Tuesday, 9 October 2018

Of mice and Mags

My best laid plans always come to naught; well, they just don't always work out as expected! So I seem to have missed yet another thankful Monday, and the much lauded child of last week has spent most of the intervening period confounding the medical profession! And us!!
So here are some autumnal moments from the weekend. A lazy ramble around the hill behind the Temple of the Winds. Very lovely, and a new-to-us play ground/grove that merges huge and fallen trees with polished tree sculptures, deliberately laid activities like see-saws and balancing bridges with mighty sprawls of branches to entangle and ensnare.
Did you know that Albert Camus told us that we could all get used to anything, even to living inside a tree trunk?

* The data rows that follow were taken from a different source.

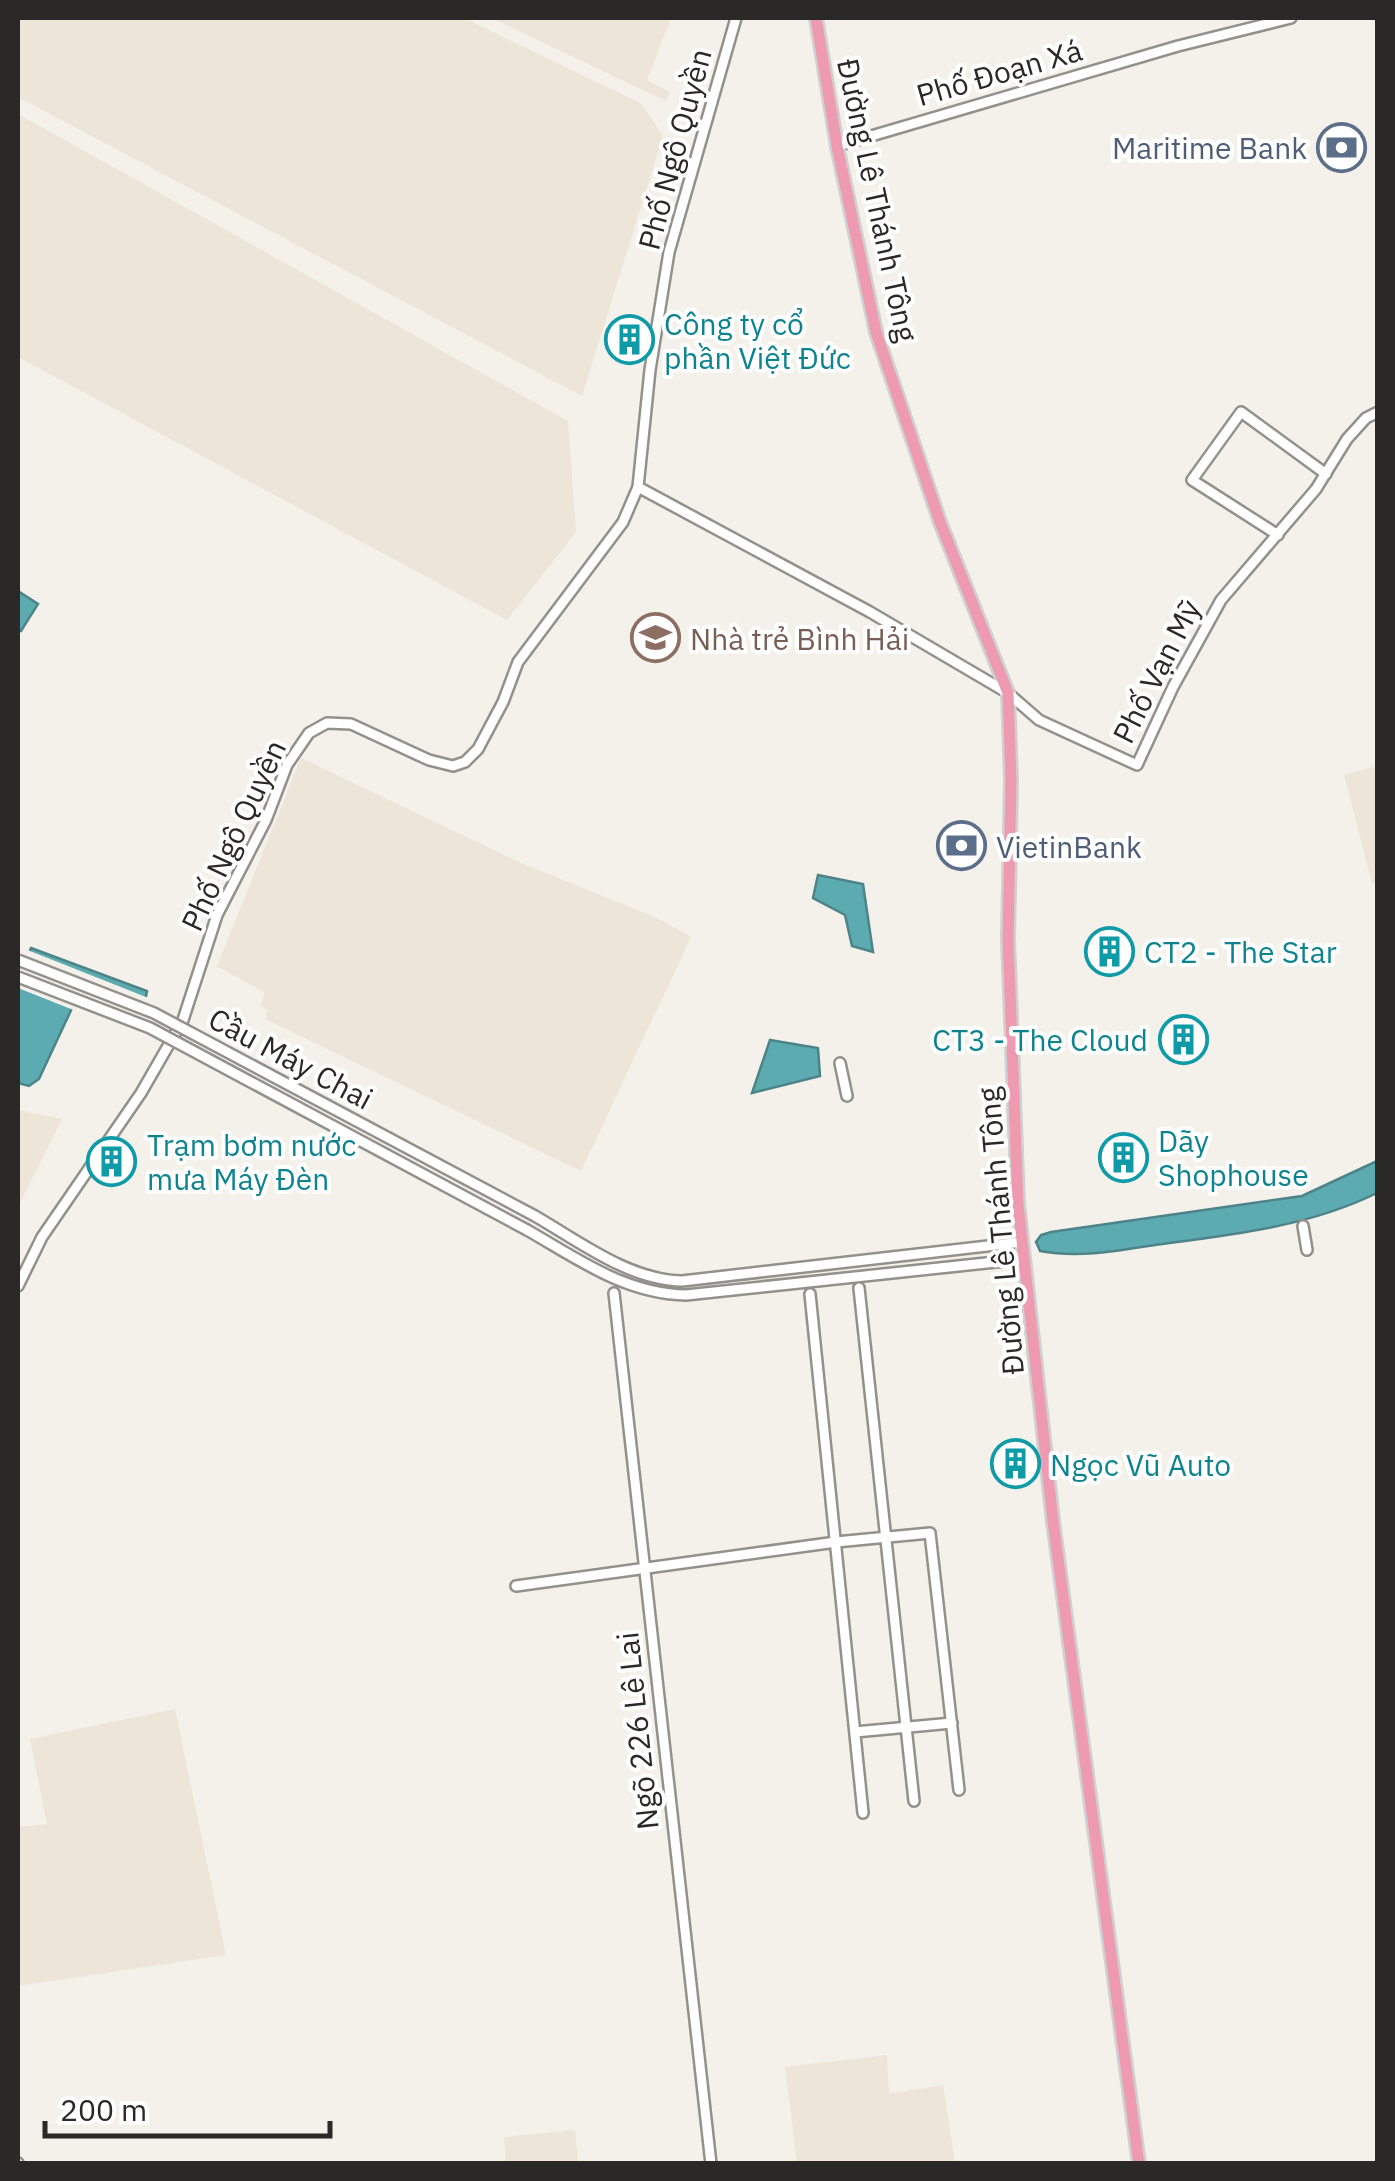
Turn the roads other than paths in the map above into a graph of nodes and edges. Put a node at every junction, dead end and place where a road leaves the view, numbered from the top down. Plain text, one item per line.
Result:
1 (736, 18) edge
2 (816, 18) edge
3 (1291, 18) edge
4 (837, 146) junction
5 (1378, 412) edge
6 (1326, 474) junction
7 (638, 486) junction
8 (1278, 536) junction
9 (1008, 693) junction
10 (18, 960) edge
11 (18, 977) edge
12 (840, 1063) dead end
13 (847, 1096) dead end
14 (1303, 1226) dead end
15 (1022, 1242) junction
16 (1307, 1250) dead end
17 (1024, 1258) junction
18 (18, 1286) edge
19 (859, 1288) dead end
20 (614, 1293) dead end
21 (810, 1294) dead end
22 (885, 1538) junction
23 (836, 1542) junction
24 (644, 1569) junction
25 (516, 1586) dead end
26 (952, 1723) junction
27 (906, 1728) junction
28 (856, 1732) junction
29 (960, 1790) dead end
30 (914, 1801) dead end
31 (864, 1813) dead end
32 (710, 2164) edge
33 (1140, 2164) edge

1 - 7 street, Phố Ngô Quyền
2 - 4 main road, Đường Lê Thánh Tông
3 - 4 street, Phố Đoạn Xá
4 - 9 main road, Đường Lê Thánh Tông
5 - 6 street, Phố Vạn Mỹ
6 - 8 street, Phố Vạn Mỹ
6 - 8 street
7 - 9 street, Phố Vạn Mỹ
7 - 18 street, Phố Ngô Quyền
8 - 9 street, Phố Vạn Mỹ
9 - 15 main road, Đường Lê Thánh Tông
10 - 15 street, Cầu Máy Chai, bridge
11 - 17 street, Cầu Máy Chai, bridge
12 - 13 street
14 - 16 street
15 - 17 main road, Đường Lê Thánh Tông
17 - 33 main road, Đường Lê Thánh Tông
19 - 22 street
20 - 24 street, Ngõ 226 Lê Lai
21 - 23 street
22 - 23 street
22 - 26 street
22 - 27 street
23 - 24 street
23 - 28 street
24 - 25 street
24 - 32 street, Ngõ 226 Lê Lai
26 - 27 street
26 - 29 street
27 - 28 street
27 - 30 street
28 - 31 street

I don't think he imagined the cosy, illustrated interiors talked about by MK recently: " J’ai souvent pensé alors que si l’on m’avait fait vivre dans un tronc d’arbre sec, sans autre occupation que de regarder la fleur du ciel au-dessus de ma tête, je m’y serais peu à peu habitué… on finissait par s’habituer à tout."
I've been reading l'Étranger for years now. Just over thirty, my goodness. With the Bible, let's be clear on that one, it never fails to speak to my life. Well, it reflects a lot about my life, I think. But then all literature is life, isn't it? That was my definition of literature when I was teaching. But what I think God gives us, in his literature, is more than just a reflection of how things are. There we find hope that, even if there are things we have to just get used to, like fainting in school lots or being the mother of children who always have something going on, even if there are callings that are constrictive and dry, "The precepts of the Lord are right, giving joy to the heart." Psalm 19.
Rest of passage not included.